During an interview on One America News Network, Jordan said that he wants DOJ Inspector General Michael Horowitz to testify before Congress about Comey’s misconduct.
Jordan said this would give Republicans a chance to press Horowitz in several different ways.
Horowitz would be asked about his recommendations concerning Comey as well as field questions about why Comey wasn’t indicted — yet.
“This was done last year when Mr. Horowitz did his report on Andy McCabe,” noted Jordan.
He continued: “We just think it’s appropriate that the same thing happen here, particularly in light of how damaging the information was about Mr. Comey and what he did regarding leaking information and his conduct in the Trump-Russia investigation.”
Jordan is reportedly pressing House Oversight Committee Chairman Elijah Cummings (D-MD) to call Horowitz forward as soon as possible.

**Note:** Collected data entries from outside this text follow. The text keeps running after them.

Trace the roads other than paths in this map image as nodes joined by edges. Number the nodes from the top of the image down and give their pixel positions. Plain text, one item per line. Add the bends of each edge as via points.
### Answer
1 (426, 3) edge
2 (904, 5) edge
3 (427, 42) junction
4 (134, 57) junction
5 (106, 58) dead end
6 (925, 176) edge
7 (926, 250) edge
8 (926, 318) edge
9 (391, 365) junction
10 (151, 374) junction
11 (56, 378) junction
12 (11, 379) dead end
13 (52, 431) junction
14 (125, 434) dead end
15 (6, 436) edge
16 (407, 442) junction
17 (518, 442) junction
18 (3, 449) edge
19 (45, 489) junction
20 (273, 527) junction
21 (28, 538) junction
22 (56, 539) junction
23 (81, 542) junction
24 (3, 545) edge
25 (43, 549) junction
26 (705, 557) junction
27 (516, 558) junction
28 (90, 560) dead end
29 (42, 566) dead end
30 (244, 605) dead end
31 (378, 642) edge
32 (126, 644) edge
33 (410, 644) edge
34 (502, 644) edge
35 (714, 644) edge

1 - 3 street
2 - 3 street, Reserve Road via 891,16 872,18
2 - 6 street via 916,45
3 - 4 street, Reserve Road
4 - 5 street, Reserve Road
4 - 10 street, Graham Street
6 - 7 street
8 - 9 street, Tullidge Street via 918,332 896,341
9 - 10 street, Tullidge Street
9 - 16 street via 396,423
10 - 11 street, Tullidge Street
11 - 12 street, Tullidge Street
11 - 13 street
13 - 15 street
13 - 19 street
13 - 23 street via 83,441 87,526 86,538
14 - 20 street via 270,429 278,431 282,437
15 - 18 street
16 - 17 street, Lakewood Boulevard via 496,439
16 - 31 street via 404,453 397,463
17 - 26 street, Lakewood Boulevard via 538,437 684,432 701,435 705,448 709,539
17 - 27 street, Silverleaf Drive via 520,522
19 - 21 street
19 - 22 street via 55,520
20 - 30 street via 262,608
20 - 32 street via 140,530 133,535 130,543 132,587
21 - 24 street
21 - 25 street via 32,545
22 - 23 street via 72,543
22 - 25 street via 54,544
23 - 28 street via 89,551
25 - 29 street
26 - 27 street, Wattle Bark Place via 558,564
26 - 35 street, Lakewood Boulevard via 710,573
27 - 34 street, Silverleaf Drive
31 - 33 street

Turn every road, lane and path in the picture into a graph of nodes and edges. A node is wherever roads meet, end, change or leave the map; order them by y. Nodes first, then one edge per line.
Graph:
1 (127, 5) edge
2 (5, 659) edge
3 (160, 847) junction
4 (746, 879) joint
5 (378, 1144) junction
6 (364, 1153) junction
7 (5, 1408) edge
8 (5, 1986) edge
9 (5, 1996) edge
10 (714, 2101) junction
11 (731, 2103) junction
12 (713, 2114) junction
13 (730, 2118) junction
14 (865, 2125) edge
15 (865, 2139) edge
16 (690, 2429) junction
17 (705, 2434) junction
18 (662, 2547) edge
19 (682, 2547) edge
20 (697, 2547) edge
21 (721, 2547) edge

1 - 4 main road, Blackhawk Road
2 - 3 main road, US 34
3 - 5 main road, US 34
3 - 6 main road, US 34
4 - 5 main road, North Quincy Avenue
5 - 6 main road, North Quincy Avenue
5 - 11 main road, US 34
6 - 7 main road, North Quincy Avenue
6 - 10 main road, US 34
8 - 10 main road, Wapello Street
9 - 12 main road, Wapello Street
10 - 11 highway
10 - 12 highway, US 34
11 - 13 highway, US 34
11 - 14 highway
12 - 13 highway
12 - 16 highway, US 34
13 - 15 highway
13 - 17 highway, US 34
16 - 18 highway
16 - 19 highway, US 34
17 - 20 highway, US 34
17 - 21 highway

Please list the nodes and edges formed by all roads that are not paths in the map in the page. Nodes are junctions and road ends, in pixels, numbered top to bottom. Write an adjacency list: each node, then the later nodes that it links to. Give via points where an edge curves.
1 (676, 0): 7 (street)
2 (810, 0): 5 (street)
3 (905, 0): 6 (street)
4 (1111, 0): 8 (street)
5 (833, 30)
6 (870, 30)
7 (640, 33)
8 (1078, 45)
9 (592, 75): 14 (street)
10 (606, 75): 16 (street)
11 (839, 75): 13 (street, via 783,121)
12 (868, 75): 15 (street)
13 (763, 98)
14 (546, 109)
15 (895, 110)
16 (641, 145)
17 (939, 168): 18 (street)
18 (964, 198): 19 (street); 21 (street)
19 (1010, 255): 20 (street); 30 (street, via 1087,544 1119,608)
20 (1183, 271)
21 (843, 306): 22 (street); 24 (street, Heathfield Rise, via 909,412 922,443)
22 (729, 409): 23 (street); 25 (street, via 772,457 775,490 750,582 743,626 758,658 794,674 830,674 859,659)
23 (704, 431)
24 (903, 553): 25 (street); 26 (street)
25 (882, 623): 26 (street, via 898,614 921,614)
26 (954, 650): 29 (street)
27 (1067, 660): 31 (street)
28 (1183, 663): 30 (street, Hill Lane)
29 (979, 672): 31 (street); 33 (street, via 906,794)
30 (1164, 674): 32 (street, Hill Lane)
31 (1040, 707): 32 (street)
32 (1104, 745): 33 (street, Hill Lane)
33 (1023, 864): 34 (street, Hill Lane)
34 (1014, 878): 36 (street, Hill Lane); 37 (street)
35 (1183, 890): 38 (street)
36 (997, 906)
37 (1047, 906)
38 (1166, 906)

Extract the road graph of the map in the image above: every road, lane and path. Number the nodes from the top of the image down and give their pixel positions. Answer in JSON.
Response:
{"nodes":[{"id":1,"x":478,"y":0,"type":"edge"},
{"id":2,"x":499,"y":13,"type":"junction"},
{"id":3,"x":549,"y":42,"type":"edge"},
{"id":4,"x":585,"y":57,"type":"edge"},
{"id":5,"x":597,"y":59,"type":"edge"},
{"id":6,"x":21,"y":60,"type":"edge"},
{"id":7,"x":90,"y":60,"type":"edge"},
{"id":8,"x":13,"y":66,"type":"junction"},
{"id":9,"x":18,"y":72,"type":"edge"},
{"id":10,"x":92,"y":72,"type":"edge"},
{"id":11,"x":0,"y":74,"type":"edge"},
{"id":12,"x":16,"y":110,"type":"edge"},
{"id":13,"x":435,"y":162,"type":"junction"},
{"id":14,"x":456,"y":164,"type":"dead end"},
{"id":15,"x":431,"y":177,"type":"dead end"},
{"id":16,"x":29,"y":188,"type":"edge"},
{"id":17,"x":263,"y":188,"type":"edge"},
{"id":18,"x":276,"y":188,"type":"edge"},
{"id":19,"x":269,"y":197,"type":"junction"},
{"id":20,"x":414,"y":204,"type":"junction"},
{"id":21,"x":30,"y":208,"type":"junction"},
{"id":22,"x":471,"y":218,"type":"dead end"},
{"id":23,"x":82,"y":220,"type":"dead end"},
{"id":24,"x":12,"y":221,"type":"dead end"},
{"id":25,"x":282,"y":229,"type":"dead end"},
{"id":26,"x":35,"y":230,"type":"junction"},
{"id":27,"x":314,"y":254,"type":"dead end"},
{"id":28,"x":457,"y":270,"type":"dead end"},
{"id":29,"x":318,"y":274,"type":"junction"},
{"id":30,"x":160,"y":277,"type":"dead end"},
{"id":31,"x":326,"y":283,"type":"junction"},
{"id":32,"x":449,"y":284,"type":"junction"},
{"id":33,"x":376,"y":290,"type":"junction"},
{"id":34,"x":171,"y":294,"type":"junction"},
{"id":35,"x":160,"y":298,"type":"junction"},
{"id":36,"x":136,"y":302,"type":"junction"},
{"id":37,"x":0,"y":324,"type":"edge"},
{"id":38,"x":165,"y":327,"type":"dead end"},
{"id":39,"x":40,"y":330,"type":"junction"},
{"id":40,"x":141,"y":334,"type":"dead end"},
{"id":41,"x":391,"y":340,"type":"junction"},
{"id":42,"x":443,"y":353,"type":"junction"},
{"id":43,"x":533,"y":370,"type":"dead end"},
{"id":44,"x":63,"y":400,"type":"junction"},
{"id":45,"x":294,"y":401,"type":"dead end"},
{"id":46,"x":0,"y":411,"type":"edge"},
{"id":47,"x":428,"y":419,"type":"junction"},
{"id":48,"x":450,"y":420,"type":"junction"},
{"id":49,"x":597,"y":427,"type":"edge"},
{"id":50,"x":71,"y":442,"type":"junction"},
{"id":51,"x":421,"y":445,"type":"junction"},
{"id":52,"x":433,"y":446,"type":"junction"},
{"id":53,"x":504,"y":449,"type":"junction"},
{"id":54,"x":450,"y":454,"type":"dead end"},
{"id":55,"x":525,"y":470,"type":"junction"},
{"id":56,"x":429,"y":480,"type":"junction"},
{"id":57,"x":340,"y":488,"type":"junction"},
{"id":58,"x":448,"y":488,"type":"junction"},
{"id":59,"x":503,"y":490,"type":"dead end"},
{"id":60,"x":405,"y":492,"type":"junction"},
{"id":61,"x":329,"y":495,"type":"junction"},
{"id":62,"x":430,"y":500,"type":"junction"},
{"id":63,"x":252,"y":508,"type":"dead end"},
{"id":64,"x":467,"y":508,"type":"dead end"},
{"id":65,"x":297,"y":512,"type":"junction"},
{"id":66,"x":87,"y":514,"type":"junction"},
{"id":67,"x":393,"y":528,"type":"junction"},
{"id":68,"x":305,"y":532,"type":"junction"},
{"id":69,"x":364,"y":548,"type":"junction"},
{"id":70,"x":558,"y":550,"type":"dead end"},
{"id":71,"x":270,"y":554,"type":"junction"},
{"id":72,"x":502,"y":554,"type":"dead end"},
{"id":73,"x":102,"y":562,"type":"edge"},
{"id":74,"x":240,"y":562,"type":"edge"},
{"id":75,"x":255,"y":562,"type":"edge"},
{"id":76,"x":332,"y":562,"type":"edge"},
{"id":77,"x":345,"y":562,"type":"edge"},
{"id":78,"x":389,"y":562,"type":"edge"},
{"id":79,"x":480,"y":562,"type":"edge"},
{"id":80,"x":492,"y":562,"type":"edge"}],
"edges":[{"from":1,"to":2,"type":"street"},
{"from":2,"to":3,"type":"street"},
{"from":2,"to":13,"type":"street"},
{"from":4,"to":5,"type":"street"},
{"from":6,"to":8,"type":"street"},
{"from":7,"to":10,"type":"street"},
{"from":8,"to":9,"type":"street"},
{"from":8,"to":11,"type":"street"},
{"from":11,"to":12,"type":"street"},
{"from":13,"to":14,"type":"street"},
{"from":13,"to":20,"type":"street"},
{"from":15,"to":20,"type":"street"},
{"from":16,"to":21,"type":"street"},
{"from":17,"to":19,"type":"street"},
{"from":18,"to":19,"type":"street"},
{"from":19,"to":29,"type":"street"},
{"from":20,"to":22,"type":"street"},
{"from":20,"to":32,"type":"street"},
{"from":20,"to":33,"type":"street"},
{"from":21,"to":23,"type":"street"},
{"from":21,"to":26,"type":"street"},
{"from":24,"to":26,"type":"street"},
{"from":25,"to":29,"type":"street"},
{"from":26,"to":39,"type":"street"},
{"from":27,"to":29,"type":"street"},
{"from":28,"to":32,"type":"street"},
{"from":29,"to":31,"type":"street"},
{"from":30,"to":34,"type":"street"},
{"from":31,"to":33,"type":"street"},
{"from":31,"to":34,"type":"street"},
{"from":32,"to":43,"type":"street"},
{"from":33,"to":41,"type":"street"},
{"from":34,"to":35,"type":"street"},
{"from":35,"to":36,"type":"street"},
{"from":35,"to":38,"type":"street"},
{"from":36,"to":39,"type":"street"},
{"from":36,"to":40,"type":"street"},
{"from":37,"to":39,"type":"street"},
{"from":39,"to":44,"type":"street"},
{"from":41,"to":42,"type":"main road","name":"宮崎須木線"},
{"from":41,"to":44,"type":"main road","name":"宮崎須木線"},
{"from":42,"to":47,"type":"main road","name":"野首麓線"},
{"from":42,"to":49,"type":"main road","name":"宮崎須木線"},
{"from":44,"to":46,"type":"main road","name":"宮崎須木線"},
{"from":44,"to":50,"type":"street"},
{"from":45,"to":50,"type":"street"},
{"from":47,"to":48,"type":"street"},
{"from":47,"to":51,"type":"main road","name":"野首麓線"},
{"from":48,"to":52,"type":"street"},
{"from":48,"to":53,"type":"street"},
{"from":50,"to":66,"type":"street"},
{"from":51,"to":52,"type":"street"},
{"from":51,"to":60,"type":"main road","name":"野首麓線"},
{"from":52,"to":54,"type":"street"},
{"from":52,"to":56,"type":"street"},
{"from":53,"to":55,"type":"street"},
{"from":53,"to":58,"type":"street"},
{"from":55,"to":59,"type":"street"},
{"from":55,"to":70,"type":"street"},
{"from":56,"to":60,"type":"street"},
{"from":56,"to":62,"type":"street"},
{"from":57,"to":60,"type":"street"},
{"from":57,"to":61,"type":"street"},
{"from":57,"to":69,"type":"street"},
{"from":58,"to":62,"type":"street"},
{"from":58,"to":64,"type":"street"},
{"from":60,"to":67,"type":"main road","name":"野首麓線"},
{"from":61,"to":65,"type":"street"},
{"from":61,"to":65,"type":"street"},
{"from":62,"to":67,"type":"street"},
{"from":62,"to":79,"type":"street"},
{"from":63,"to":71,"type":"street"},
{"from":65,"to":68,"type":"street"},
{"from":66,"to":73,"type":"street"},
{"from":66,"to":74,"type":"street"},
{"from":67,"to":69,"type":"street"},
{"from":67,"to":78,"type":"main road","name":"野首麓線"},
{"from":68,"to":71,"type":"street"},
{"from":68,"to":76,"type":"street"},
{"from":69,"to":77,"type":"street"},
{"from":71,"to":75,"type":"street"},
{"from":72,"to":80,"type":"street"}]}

Jordan also commented on Comey’s shaky legal future.
“Attorney General Barr, he had said he’s not going to prosecute Mr. Comey now, but we’ll see. There’s another report coming from Mr. Horowitz … we’ll see what happens then,” he said.
Horowitz published a damning report last week stating Comey broke bureau policy by leaking the classified memos.
“We conclude that Comey’s retention, handling, and dissemination of certain Memos violated Department and FBI policies, and his FBI Employment Agreement,” reads DOJ watchdog head Michael Horowitz’s report.
The watchdog office said Comey broke FBI rules by giving the memos to his friend Daniel Richman in April 2018 with instructions to hand them over to The New York Times.
The report said Comey failed to notify the FBI after he was fired that he had retained some of the memos.
Horowitz also notes that several senior officials at the FBI slammed Comey for his abhorrent behavior and actions.
None of the members of Comey’s senior leadership team agreed with or defended Comey’s view that these Memos were personal in nature.
Instead, McCabe, Baker, Priestap, and Rybicki each told the OIG that they considered the Memos to be records of official FBI business between the President and the FBI Director.
McCabe described the Memos as a “record of [Comey’s] official engagement with the President”; Baker told the OIG that Comey’s Memos “were discussed in the office in connection with [Comey’s] official responsibilities”;
Priestap characterized the Memos as FBI work product “produced by the Director in his capacity as Director.”
Horowitz also accused Comey of having failed to set a proper example for everyone else at the FBI.
While Comey skirted an indictment in the first investigation, Jordan warns that more charges could be coming very soon.